Gigging with vintage keyboards is a mixed blessing. A well-maintained electromechanical beast of yesteryear is a thing of beauty; it feels and sounds terrific, and it looks great onstage to boot. The problems have to do with weight, size and reliability. Hammond organs are ferociously heavy, tipping the scales at more than 400 pounds. A 73-key Fender Rhodes electric piano is no lightweight either, virtually requiring a bandmate to help move and set it up. The reeds in the Wurlitzer electric piano and the hammers in the Hohner Clavinet are quite fragile, finicky and prone to wearing out. And no one but the biggest masochist or largest touring band would consider bringing a temperamental Mellotron onstage. Throw in a Leslie rotating speaker and a Fender Twin Reverb amp for good measure, and you have a backbreaking, van-filling situation. Replacing all that gear with a single, 18-pound keyboard that fits in the back of your car is a sensible and practical choice.

AMP SIMULATIONS: A KEY ELEMENT OF THE VINTAGE SOUND

The choice of amplifier used with a vintage keyboard often has a significant impact on the sound. The Hammond organ is permanently joined at the hip to the Leslie speaker (much to the chagrin of Laurens Hammond, the inventor of the organ, who disliked the Leslie intensely). The Fender Rhodes and Clavinet both have an extra bit of magic when run through a Fender tube guitar amp, but some Rhodes aficionados prefer the smoother, less-gritty sound of the Roland Jazz Chorus amplifier. The Electro 3 has models of both the Fender Twin Reverb and the Roland Jazz Chorus, and it does a pretty credible job of simulating them.

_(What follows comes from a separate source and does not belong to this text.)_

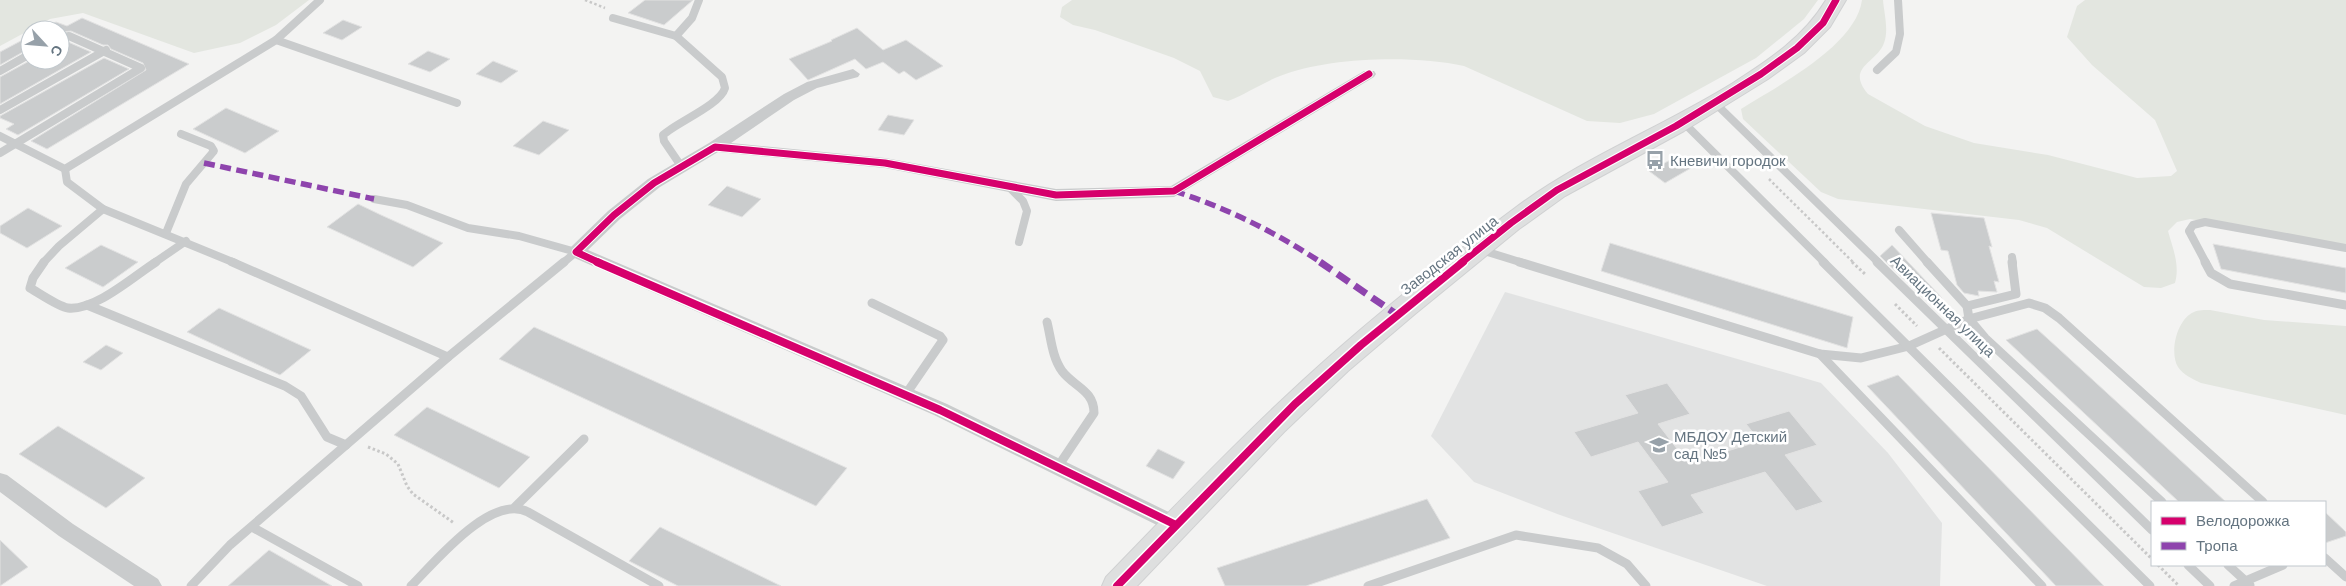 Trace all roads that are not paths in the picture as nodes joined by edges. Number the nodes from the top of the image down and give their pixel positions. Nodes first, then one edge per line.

I experimented with running the Electro 3 through some vintage guitar amplifiers, and found that it actually sounded best when running through a clean, wide-range, neutral keyboard amp or P.A. while always using the onboard amp simulation effects. This was because the real vintage amp constrained the frequency response of the Hammond Organ and Mellotron, creating a honk in the midrange and not allowing enough bass to come through. But having a Fender Twin at your disposal to push and focus the Rhodes and Clavinet can really help with the authenticity of the simulation. Using the amp simulations with a wide-frequency keyboard amp gives you the best of both worlds.